Data for processing:
************
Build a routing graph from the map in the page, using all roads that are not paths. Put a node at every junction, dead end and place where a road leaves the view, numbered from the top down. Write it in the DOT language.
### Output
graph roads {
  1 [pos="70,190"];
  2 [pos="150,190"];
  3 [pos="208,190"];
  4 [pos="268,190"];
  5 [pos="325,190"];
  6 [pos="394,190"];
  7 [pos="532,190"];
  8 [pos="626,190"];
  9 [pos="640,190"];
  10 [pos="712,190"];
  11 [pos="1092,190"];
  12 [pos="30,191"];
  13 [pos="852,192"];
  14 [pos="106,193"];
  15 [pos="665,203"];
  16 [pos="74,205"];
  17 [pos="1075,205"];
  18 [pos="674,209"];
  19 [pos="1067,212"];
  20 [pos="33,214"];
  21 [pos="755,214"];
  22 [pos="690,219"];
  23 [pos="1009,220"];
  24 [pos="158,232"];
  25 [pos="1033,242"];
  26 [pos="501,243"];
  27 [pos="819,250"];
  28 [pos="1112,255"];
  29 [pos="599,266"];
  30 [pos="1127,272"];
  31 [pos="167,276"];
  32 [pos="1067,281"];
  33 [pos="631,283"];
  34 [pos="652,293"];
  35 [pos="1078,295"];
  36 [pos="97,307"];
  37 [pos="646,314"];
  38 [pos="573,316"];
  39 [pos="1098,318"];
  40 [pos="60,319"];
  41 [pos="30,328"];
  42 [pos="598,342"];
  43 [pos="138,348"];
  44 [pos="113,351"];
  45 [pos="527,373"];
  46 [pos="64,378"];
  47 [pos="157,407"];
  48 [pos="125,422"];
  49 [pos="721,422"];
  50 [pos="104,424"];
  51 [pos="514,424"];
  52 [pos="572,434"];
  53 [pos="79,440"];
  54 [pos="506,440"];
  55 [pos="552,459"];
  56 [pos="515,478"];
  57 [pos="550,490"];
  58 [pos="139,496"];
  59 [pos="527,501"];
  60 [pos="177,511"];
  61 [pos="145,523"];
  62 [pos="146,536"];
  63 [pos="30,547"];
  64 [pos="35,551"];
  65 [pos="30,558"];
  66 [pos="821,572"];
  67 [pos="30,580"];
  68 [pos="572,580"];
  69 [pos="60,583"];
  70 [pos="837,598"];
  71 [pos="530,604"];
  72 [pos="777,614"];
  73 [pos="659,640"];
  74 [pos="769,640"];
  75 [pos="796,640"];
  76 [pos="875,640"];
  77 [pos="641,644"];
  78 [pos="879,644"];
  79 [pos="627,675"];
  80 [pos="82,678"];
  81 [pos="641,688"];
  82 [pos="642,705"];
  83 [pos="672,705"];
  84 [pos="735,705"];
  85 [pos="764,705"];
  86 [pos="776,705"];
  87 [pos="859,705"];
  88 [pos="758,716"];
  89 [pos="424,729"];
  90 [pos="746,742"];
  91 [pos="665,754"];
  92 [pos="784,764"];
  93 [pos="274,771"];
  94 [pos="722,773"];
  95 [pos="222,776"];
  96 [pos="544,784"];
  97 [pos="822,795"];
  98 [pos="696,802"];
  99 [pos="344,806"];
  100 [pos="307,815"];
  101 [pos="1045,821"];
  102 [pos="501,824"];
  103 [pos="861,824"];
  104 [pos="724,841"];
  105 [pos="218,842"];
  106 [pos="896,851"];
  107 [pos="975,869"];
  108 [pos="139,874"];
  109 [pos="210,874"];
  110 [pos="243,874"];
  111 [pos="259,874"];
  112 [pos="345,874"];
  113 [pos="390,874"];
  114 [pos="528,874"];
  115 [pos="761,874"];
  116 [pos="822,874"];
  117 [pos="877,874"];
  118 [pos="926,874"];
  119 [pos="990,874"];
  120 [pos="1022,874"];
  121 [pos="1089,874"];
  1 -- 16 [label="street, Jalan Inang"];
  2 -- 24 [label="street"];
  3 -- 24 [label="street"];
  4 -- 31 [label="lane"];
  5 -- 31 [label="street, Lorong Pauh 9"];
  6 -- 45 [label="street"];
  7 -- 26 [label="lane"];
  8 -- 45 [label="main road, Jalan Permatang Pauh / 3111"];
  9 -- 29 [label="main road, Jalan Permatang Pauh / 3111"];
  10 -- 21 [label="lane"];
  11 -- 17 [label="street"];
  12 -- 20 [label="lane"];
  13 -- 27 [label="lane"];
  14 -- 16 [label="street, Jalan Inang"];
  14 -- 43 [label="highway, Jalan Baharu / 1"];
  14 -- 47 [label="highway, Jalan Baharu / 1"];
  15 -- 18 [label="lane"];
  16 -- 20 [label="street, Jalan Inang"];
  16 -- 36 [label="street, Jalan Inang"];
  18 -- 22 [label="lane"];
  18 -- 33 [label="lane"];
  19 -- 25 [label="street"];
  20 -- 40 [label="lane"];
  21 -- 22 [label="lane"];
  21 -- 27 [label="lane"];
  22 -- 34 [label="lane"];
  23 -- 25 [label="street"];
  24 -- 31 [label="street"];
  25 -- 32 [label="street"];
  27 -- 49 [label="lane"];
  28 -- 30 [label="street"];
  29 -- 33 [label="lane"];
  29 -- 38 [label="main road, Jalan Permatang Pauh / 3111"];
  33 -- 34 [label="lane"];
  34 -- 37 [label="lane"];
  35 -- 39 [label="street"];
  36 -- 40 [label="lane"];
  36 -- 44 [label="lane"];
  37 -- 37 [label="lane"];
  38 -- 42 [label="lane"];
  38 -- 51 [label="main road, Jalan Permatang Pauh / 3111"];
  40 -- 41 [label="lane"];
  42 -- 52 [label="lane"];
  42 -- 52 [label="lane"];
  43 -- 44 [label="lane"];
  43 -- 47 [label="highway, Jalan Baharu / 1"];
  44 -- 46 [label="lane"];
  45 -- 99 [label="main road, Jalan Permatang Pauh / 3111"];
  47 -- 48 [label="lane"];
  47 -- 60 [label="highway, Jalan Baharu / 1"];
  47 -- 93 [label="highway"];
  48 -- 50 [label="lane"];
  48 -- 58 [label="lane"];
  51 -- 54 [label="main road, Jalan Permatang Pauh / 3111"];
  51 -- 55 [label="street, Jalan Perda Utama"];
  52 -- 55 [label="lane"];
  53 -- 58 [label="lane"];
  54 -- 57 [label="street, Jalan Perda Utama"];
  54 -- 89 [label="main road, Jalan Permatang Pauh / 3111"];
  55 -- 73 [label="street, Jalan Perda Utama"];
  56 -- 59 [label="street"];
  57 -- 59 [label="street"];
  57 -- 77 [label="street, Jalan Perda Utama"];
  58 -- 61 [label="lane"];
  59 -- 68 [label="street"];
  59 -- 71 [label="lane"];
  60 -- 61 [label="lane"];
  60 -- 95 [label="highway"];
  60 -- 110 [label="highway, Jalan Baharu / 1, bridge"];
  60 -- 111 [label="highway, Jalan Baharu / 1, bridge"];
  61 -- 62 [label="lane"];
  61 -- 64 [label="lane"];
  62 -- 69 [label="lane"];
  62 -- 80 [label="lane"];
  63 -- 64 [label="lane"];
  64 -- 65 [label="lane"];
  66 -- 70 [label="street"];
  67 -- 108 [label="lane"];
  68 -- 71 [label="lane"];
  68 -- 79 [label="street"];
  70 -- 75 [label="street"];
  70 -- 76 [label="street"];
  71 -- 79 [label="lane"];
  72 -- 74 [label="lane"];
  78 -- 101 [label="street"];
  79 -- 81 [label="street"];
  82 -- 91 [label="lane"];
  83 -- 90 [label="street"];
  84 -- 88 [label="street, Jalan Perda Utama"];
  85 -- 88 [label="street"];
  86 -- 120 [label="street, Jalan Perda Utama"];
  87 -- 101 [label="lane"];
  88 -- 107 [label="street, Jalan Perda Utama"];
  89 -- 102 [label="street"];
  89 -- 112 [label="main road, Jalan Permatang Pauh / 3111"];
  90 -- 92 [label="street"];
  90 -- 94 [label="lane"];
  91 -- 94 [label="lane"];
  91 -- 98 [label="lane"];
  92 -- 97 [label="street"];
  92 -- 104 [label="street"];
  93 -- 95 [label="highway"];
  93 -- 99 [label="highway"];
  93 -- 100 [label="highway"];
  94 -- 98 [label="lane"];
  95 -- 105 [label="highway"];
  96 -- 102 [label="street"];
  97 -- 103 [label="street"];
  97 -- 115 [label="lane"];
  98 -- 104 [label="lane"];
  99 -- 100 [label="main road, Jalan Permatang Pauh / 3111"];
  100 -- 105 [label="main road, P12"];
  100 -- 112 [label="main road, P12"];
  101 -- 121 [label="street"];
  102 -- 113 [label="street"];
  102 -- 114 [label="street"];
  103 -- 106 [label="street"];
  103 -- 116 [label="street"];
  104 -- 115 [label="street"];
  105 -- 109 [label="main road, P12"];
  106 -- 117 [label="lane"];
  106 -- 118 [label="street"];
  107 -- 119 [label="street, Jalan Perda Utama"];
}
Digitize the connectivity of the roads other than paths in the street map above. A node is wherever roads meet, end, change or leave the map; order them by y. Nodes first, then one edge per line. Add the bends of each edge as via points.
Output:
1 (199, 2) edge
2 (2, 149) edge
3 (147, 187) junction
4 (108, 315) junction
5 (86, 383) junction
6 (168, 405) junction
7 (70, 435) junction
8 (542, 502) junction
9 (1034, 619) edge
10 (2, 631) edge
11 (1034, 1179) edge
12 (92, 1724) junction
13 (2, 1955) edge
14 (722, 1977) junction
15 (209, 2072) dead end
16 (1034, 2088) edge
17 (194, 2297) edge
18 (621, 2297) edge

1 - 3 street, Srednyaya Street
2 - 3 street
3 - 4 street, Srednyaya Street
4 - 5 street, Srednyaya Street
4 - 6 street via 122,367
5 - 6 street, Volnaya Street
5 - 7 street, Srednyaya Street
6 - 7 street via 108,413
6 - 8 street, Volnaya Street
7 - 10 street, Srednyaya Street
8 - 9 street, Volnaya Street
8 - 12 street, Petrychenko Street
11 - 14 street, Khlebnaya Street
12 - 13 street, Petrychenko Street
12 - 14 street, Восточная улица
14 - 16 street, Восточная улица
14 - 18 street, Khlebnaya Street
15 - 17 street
************
Exercise:
Answer with one number, namely how many lines in the records contain the string "Pauh".

Exercise result:
10